TASK DIRECTIONS:
What you return should be every line below, word for word, and none of the images.
RECORDS FOR THIS TASK section start
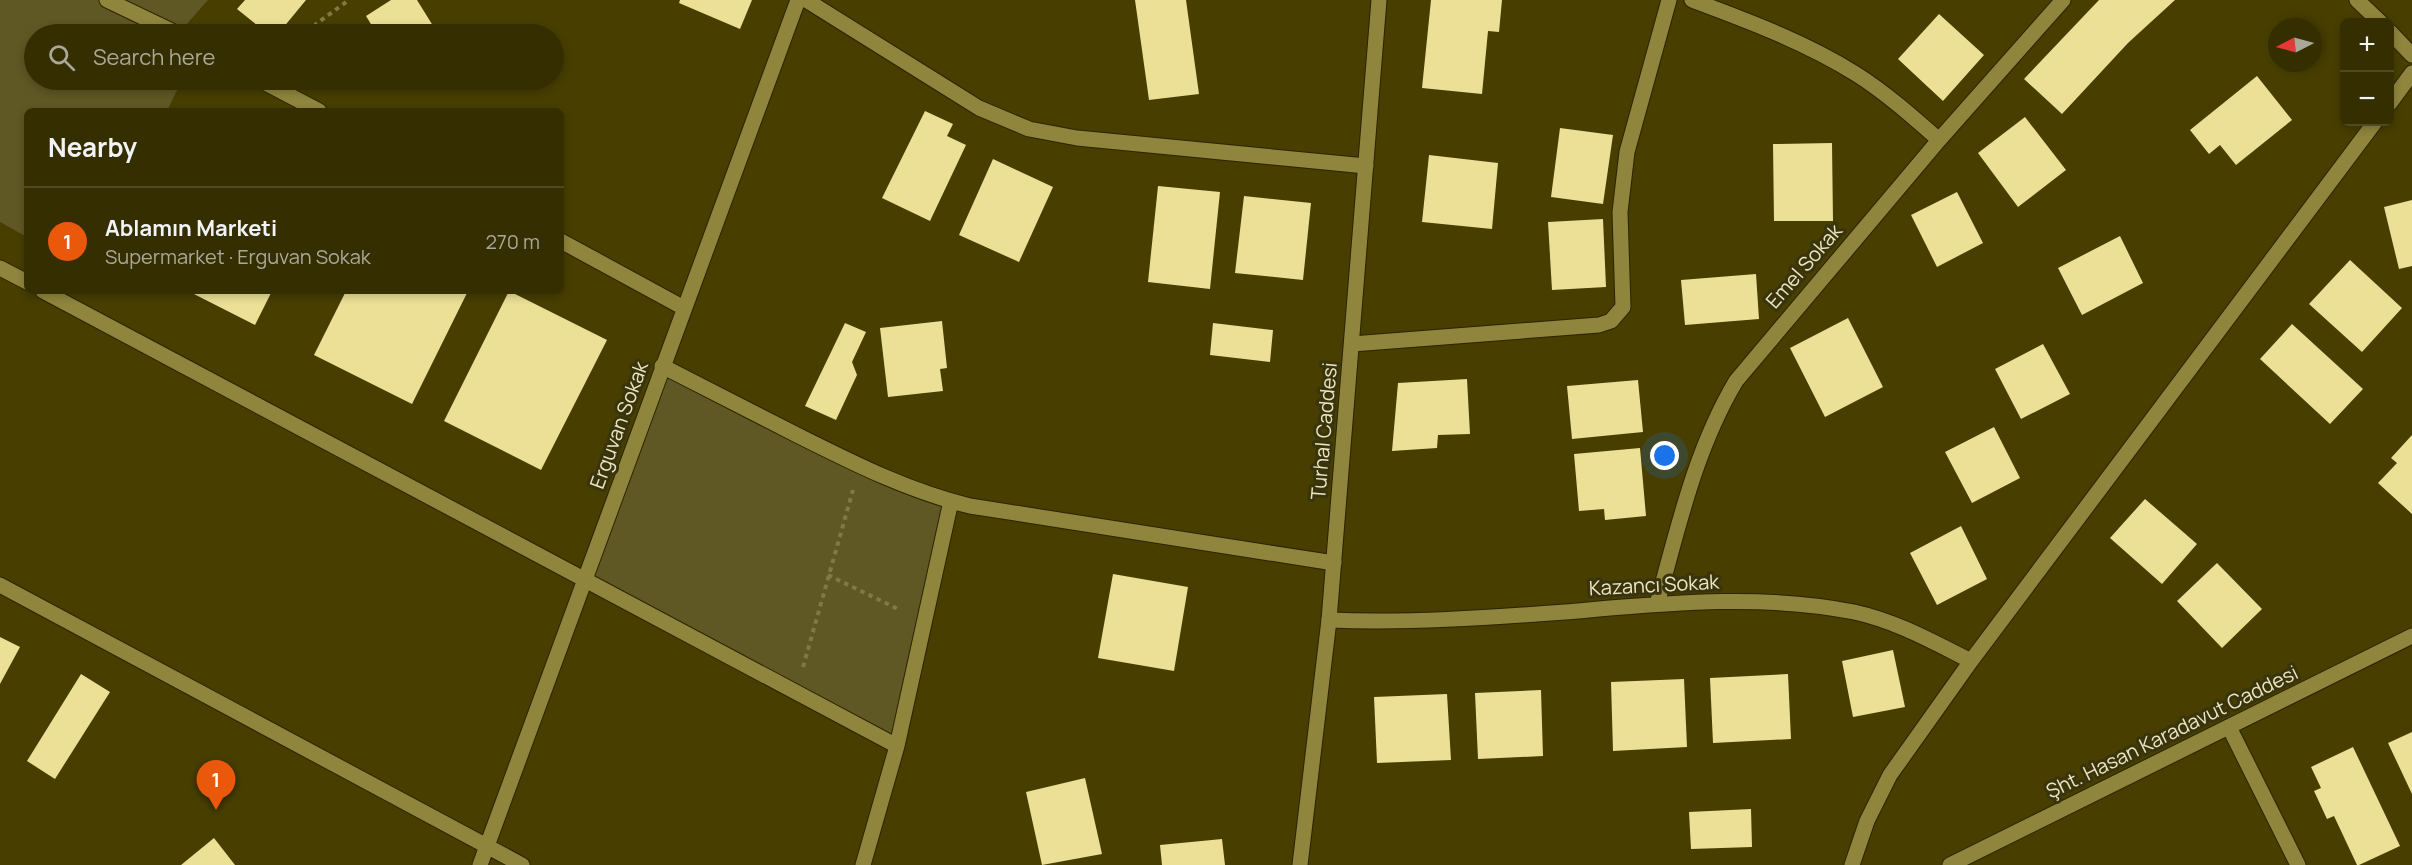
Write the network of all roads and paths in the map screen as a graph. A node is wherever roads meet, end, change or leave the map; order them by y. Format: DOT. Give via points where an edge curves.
graph roads {
  1 [pos="107,0"];
  2 [pos="349,0"];
  3 [pos="798,0"];
  4 [pos="806,0"];
  5 [pos="1378,0"];
  6 [pos="1669,0"];
  7 [pos="1692,0"];
  8 [pos="2063,0"];
  9 [pos="2357,0"];
  10 [pos="2376,18"];
  11 [pos="157,24"];
  12 [pos="316,24"];
  13 [pos="2394,36"];
  14 [pos="2412,55"];
  15 [pos="2412,73"];
  16 [pos="279,90"];
  17 [pos="2394,98"];
  18 [pos="313,108"];
  19 [pos="2372,126"];
  20 [pos="1940,140"];
  21 [pos="1366,166"];
  22 [pos="564,244"];
  23 [pos="0,268"];
  24 [pos="24,280"];
  25 [pos="49,294"];
  26 [pos="684,308"];
  27 [pos="1352,344"];
  28 [pos="663,366"];
  29 [pos="859,466"];
  30 [pos="951,501"];
  31 [pos="1334,563"];
  32 [pos="828,575"];
  33 [pos="585,579"];
  34 [pos="0,585"];
  35 [pos="1657,604"];
  36 [pos="1329,620"];
  37 [pos="924,622"];
  38 [pos="2412,636"];
  39 [pos="1971,661"];
  40 [pos="796,691"];
  41 [pos="2229,728"];
  42 [pos="897,746"];
  43 [pos="487,847"];
  44 [pos="480,865"];
  45 [pos="522,865"];
  46 [pos="863,865"];
  47 [pos="1300,865"];
  48 [pos="1852,865"];
  49 [pos="1950,865"];
  50 [pos="2298,865"];
  1 -- 11 [label="street"];
  2 -- 12 [label="path"];
  3 -- 26 [label="street, Erguvan Sokak"];
  4 -- 21 [label="street" via="979,108 1029,129 1077,138"];
  5 -- 21 [label="street, Turhal Caddesi"];
  6 -- 27 [label="street" via="1627,152 1620,212 1623,307 1617,316 1599,325"];
  7 -- 20 [label="street" via="1768,29 1855,73"];
  8 -- 20 [label="street, Emel Sokak"];
  9 -- 10 [label="street"];
  13 -- 14 [label="street"];
  15 -- 17 [label="street"];
  16 -- 18 [label="street"];
  19 -- 39 [label="street"];
  20 -- 35 [label="street, Emel Sokak" via="1755,355 1731,390 1696,463"];
  21 -- 27 [label="street, Turhal Caddesi"];
  22 -- 26 [label="street"];
  23 -- 24 [label="street"];
  25 -- 33 [label="street"];
  26 -- 28 [label="street, Erguvan Sokak"];
  27 -- 31 [label="street, Turhal Caddesi"];
  28 -- 29 [label="street"];
  28 -- 33 [label="street, Erguvan Sokak"];
  29 -- 30 [label="street" via="901,486"];
  29 -- 32 [label="path"];
  30 -- 31 [label="street"];
  30 -- 37 [label="street"];
  31 -- 36 [label="street, Turhal Caddesi"];
  32 -- 37 [label="path"];
  32 -- 40 [label="path"];
  33 -- 40 [label="street"];
  33 -- 43 [label="street, Erguvan Sokak"];
  34 -- 43 [label="street"];
  35 -- 36 [label="street, Kazancı Sokak" via="1482,618"];
  35 -- 39 [label="street, Kazancı Sokak" via="1765,603 1854,612 1919,634"];
  36 -- 47 [label="street, Turhal Caddesi"];
  37 -- 42 [label="street"];
  38 -- 41 [label="street, Şht. Hasan Karadavut Caddesi"];
  39 -- 48 [label="street" via="1890,775 1867,821"];
  40 -- 42 [label="street"];
  41 -- 49 [label="street, Şht. Hasan Karadavut Caddesi"];
  41 -- 50 [label="street"];
  42 -- 46 [label="street"];
  43 -- 44 [label="street, Erguvan Sokak"];
  43 -- 45 [label="street"];
}
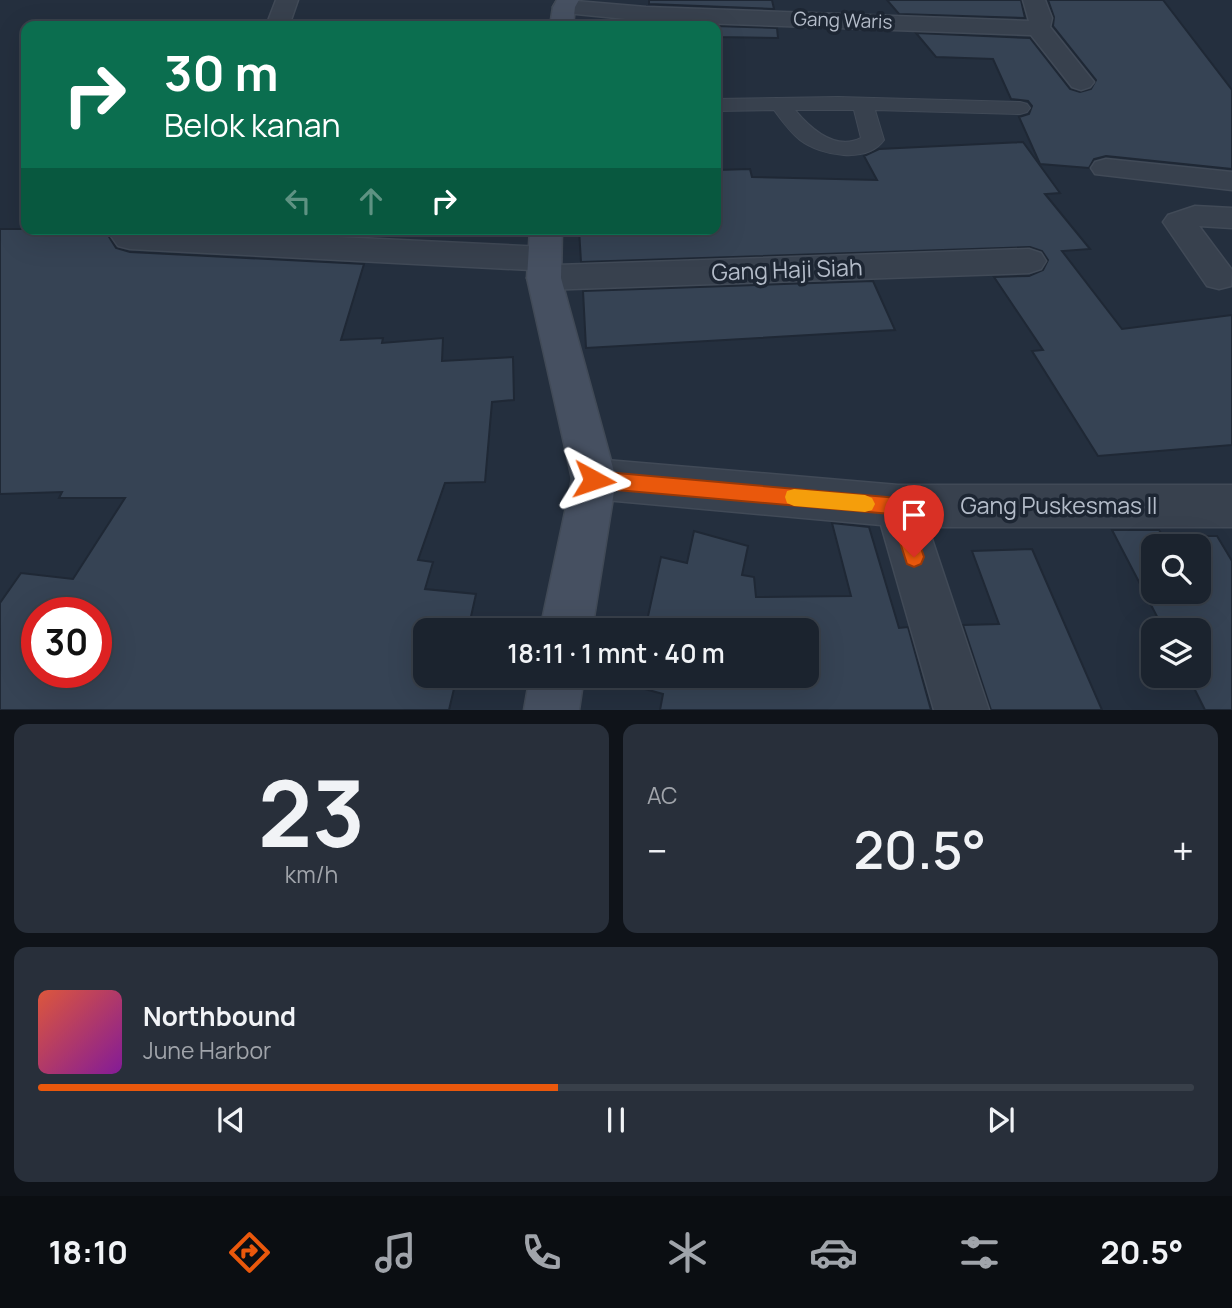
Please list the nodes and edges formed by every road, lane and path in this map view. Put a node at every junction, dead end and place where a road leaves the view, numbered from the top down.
1 (287, 0) edge
2 (1034, 0) edge
3 (565, 11) edge
4 (280, 21) edge
5 (1038, 28) junction
6 (1081, 82) dead end
7 (780, 104) junction
8 (863, 104) junction
9 (721, 105) edge
10 (1020, 107) dead end
11 (1106, 168) dead end
12 (1232, 181) edge
13 (1232, 218) edge
14 (127, 235) edge
15 (545, 255) edge
16 (1029, 261) dead end
17 (1219, 278) dead end
18 (594, 480) junction
19 (898, 506) junction
20 (1232, 506) edge
21 (568, 618) edge
22 (555, 688) edge
23 (551, 709) edge
24 (962, 709) edge

1 - 4 street
2 - 5 street
3 - 5 street, Gang Waris
5 - 6 street
7 - 8 lane
7 - 8 lane
7 - 9 lane
8 - 10 lane
11 - 12 street
13 - 17 street
14 - 15 street, Gang Haji Siah
15 - 16 street, Gang Haji Siah
15 - 18 street
18 - 19 street, Gang Puskesmas II
18 - 21 street
19 - 20 street, Gang Puskesmas II
19 - 24 street
22 - 23 street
RECORDS FOR THIS TASK section end
SOLUTION:
Write the network of all roads and paths in the map screen as a graph. A node is wherever roads meet, end, change or leave the map; order them by y. Format: DOT. Give via points where an edge curves.
graph roads {
  1 [pos="107,0"];
  2 [pos="349,0"];
  3 [pos="798,0"];
  4 [pos="806,0"];
  5 [pos="1378,0"];
  6 [pos="1669,0"];
  7 [pos="1692,0"];
  8 [pos="2063,0"];
  9 [pos="2357,0"];
  10 [pos="2376,18"];
  11 [pos="157,24"];
  12 [pos="316,24"];
  13 [pos="2394,36"];
  14 [pos="2412,55"];
  15 [pos="2412,73"];
  16 [pos="279,90"];
  17 [pos="2394,98"];
  18 [pos="313,108"];
  19 [pos="2372,126"];
  20 [pos="1940,140"];
  21 [pos="1366,166"];
  22 [pos="564,244"];
  23 [pos="0,268"];
  24 [pos="24,280"];
  25 [pos="49,294"];
  26 [pos="684,308"];
  27 [pos="1352,344"];
  28 [pos="663,366"];
  29 [pos="859,466"];
  30 [pos="951,501"];
  31 [pos="1334,563"];
  32 [pos="828,575"];
  33 [pos="585,579"];
  34 [pos="0,585"];
  35 [pos="1657,604"];
  36 [pos="1329,620"];
  37 [pos="924,622"];
  38 [pos="2412,636"];
  39 [pos="1971,661"];
  40 [pos="796,691"];
  41 [pos="2229,728"];
  42 [pos="897,746"];
  43 [pos="487,847"];
  44 [pos="480,865"];
  45 [pos="522,865"];
  46 [pos="863,865"];
  47 [pos="1300,865"];
  48 [pos="1852,865"];
  49 [pos="1950,865"];
  50 [pos="2298,865"];
  1 -- 11 [label="street"];
  2 -- 12 [label="path"];
  3 -- 26 [label="street, Erguvan Sokak"];
  4 -- 21 [label="street" via="979,108 1029,129 1077,138"];
  5 -- 21 [label="street, Turhal Caddesi"];
  6 -- 27 [label="street" via="1627,152 1620,212 1623,307 1617,316 1599,325"];
  7 -- 20 [label="street" via="1768,29 1855,73"];
  8 -- 20 [label="street, Emel Sokak"];
  9 -- 10 [label="street"];
  13 -- 14 [label="street"];
  15 -- 17 [label="street"];
  16 -- 18 [label="street"];
  19 -- 39 [label="street"];
  20 -- 35 [label="street, Emel Sokak" via="1755,355 1731,390 1696,463"];
  21 -- 27 [label="street, Turhal Caddesi"];
  22 -- 26 [label="street"];
  23 -- 24 [label="street"];
  25 -- 33 [label="street"];
  26 -- 28 [label="street, Erguvan Sokak"];
  27 -- 31 [label="street, Turhal Caddesi"];
  28 -- 29 [label="street"];
  28 -- 33 [label="street, Erguvan Sokak"];
  29 -- 30 [label="street" via="901,486"];
  29 -- 32 [label="path"];
  30 -- 31 [label="street"];
  30 -- 37 [label="street"];
  31 -- 36 [label="street, Turhal Caddesi"];
  32 -- 37 [label="path"];
  32 -- 40 [label="path"];
  33 -- 40 [label="street"];
  33 -- 43 [label="street, Erguvan Sokak"];
  34 -- 43 [label="street"];
  35 -- 36 [label="street, Kazancı Sokak" via="1482,618"];
  35 -- 39 [label="street, Kazancı Sokak" via="1765,603 1854,612 1919,634"];
  36 -- 47 [label="street, Turhal Caddesi"];
  37 -- 42 [label="street"];
  38 -- 41 [label="street, Şht. Hasan Karadavut Caddesi"];
  39 -- 48 [label="street" via="1890,775 1867,821"];
  40 -- 42 [label="street"];
  41 -- 49 [label="street, Şht. Hasan Karadavut Caddesi"];
  41 -- 50 [label="street"];
  42 -- 46 [label="street"];
  43 -- 44 [label="street, Erguvan Sokak"];
  43 -- 45 [label="street"];
}
Please list the nodes and edges formed by every road, lane and path in this map view. Put a node at every junction, dead end and place where a road leaves the view, numbered from the top down.
1 (287, 0) edge
2 (1034, 0) edge
3 (565, 11) edge
4 (280, 21) edge
5 (1038, 28) junction
6 (1081, 82) dead end
7 (780, 104) junction
8 (863, 104) junction
9 (721, 105) edge
10 (1020, 107) dead end
11 (1106, 168) dead end
12 (1232, 181) edge
13 (1232, 218) edge
14 (127, 235) edge
15 (545, 255) edge
16 (1029, 261) dead end
17 (1219, 278) dead end
18 (594, 480) junction
19 (898, 506) junction
20 (1232, 506) edge
21 (568, 618) edge
22 (555, 688) edge
23 (551, 709) edge
24 (962, 709) edge

1 - 4 street
2 - 5 street
3 - 5 street, Gang Waris
5 - 6 street
7 - 8 lane
7 - 8 lane
7 - 9 lane
8 - 10 lane
11 - 12 street
13 - 17 street
14 - 15 street, Gang Haji Siah
15 - 16 street, Gang Haji Siah
15 - 18 street
18 - 19 street, Gang Puskesmas II
18 - 21 street
19 - 20 street, Gang Puskesmas II
19 - 24 street
22 - 23 street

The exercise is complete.